Unlike studies, directmate problems – especially the shorter mate-in-2 or mate-in-3 ones – usually contain multiple variations of equal importance. These thematic variations are of the same length, chosen from all the full-length variations that arise from the Delay-the-Mate strategy. Since this strategy is just a form of Delay-the-Loss which Stockfish likes, the software would automatically display one of the full-length variations. Engines of course don’t understand which lines are thematically interesting, so it’s hit-or-miss what they choose to show. Longer problems sometimes have just one full-length variation, in which case it can’t be missed. But in shorter problems, even if a thematic line gets picked by chance, that would still present a misleading picture because the point of such compositions is the relationship between several variations.

Tablebases are in the same boat as engines when handling composed positions. The software has no trouble finding correct white moves or black refutations if they exist. But in a sound study where all black moves lose, ordering them according to a tablebase metric number (e.g. depth-to-mate) won’t tell us which of these moves belong to a main variation. In directmate problems, the depth-to-mate numbers do reveal which black moves produce full-length variations, but when there is more than one, deciding which moves are thematic is again a judgement call for humans.

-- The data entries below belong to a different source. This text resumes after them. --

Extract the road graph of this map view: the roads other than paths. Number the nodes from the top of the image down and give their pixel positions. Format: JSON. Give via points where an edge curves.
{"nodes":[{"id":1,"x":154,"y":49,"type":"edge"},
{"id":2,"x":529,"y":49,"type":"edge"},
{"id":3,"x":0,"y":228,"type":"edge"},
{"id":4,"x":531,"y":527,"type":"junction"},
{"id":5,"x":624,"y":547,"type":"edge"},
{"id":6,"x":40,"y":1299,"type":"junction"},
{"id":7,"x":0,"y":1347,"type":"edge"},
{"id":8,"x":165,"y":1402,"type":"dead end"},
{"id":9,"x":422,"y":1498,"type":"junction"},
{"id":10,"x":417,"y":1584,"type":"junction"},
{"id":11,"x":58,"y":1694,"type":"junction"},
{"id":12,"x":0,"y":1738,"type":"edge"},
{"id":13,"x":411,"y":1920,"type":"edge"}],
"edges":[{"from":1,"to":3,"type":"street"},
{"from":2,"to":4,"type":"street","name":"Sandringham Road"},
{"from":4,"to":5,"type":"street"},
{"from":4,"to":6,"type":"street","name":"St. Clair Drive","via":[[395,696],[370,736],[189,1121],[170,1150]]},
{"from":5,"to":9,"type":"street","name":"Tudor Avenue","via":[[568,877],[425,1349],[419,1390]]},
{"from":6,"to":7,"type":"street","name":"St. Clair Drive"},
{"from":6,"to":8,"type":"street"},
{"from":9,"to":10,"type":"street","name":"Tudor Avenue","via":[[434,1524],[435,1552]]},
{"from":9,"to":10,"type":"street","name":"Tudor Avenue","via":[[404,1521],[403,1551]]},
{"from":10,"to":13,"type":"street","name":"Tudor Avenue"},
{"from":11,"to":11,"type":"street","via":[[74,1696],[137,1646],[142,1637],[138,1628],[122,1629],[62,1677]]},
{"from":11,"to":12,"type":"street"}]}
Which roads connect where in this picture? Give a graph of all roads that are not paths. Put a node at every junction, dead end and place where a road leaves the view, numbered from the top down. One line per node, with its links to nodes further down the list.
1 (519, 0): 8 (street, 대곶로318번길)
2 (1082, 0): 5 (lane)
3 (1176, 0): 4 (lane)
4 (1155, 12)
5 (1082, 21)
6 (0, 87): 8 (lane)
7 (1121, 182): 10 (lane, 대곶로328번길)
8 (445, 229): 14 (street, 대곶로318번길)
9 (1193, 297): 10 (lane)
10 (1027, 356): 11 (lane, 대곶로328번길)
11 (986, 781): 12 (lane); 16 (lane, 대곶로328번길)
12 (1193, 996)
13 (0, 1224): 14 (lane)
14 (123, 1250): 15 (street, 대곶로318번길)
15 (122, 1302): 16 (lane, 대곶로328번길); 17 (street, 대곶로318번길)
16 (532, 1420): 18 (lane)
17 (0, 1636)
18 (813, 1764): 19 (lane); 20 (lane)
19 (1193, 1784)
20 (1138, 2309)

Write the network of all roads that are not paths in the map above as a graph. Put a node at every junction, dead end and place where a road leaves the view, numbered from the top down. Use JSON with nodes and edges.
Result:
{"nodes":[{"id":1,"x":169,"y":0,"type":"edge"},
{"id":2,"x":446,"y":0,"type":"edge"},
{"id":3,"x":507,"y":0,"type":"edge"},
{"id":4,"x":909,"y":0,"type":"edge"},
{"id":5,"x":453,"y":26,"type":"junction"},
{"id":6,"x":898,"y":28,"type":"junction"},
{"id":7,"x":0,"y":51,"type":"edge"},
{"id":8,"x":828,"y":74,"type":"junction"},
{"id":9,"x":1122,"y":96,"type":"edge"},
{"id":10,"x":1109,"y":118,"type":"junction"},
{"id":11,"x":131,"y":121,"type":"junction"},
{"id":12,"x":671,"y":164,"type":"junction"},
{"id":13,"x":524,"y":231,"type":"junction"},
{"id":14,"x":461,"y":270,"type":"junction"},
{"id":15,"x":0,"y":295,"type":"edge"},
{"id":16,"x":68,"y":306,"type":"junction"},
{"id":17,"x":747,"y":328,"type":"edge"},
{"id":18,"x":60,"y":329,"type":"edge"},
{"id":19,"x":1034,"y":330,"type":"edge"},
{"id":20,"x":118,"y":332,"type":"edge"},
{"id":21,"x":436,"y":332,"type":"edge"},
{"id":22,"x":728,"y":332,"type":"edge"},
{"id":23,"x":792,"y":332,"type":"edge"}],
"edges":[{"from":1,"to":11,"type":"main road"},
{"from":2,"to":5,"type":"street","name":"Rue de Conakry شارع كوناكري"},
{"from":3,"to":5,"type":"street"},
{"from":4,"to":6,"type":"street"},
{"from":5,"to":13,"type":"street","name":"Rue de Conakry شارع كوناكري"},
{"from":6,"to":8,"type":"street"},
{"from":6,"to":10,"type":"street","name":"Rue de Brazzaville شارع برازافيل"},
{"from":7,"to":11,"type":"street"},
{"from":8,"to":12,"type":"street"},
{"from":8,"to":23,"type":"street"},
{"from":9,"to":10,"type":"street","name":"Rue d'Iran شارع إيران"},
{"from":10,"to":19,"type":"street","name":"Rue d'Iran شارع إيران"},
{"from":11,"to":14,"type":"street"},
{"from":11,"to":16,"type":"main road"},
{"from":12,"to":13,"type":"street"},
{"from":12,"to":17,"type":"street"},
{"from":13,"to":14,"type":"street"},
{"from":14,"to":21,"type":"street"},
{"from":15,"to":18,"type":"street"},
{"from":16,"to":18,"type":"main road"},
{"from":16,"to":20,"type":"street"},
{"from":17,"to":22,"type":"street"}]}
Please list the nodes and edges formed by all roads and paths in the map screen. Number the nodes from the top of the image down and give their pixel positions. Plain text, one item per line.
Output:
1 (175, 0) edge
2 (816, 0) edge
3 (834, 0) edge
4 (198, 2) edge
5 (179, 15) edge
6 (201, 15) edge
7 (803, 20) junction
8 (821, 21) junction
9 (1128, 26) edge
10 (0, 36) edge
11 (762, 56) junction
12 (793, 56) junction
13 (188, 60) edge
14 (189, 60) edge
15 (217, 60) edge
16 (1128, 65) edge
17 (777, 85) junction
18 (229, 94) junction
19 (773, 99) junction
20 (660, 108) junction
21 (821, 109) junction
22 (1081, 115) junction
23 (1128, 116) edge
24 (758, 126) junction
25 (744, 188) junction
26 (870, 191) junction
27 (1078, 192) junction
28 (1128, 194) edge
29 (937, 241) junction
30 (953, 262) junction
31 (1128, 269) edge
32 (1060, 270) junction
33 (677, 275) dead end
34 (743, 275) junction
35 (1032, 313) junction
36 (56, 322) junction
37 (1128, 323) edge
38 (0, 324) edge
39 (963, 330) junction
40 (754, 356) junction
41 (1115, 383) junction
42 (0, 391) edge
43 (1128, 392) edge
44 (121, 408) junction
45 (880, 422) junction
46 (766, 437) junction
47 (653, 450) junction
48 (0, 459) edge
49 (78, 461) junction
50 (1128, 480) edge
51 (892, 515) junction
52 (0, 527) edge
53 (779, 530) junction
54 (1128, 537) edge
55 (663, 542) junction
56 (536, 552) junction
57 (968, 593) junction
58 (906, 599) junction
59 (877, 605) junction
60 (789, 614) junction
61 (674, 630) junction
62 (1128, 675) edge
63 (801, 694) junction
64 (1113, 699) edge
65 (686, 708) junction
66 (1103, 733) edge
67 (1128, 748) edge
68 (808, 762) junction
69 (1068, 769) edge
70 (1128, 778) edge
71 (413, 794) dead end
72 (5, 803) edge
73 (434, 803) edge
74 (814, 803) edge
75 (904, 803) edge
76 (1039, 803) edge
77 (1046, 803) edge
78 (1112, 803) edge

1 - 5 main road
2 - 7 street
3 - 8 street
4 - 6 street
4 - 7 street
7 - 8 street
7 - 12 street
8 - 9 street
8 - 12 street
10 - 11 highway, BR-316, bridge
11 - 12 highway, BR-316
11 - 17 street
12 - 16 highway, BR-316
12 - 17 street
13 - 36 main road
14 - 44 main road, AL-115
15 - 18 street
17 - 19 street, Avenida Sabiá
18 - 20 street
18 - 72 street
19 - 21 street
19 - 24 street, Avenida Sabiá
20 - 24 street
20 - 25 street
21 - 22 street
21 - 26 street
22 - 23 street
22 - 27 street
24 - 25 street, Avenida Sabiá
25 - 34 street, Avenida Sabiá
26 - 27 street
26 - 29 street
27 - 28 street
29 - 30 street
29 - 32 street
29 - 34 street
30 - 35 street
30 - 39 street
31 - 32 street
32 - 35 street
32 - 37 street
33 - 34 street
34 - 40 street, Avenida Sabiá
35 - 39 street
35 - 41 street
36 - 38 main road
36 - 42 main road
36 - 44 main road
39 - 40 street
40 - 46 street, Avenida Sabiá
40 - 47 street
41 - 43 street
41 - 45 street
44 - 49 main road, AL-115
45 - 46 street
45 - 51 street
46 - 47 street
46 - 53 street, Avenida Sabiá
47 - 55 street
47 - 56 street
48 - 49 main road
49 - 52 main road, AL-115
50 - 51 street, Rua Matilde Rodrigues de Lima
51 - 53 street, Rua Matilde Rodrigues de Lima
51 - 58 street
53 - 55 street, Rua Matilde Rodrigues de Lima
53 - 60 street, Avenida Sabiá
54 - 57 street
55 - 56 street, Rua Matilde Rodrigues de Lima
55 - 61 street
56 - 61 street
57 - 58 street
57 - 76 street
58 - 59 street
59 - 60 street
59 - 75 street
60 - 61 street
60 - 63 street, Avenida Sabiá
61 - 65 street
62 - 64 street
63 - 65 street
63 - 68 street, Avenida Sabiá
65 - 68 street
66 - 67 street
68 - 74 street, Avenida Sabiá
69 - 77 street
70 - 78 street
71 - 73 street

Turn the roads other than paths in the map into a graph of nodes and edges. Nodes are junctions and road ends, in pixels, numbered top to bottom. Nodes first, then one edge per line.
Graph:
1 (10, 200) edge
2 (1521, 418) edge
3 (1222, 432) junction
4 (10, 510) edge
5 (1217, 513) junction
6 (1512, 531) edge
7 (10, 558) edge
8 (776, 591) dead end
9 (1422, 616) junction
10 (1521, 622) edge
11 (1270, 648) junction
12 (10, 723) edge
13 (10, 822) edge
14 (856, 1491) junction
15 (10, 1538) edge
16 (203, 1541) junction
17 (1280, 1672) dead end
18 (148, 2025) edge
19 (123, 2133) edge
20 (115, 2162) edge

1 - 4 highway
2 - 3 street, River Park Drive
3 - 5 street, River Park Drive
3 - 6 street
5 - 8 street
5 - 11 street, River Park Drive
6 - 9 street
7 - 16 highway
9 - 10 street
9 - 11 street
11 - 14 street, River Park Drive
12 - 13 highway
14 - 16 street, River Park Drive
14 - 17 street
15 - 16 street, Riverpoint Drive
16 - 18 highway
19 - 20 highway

To properly test the correctness of a puzzle or a composition with an engine or tablebases, a single analysis of the initial position is thus not really sufficient. You also need to manually enter each black defence of the main variation(s), and check the software’s white response. At every such step – along with the starting position – if more than one white move accomplishes the relevant goal, or if White fails to achieve the goal at all, the position is unsound. Such a claim, though, is legitimate only when the various goals and conventions of puzzles and compositions are discerned.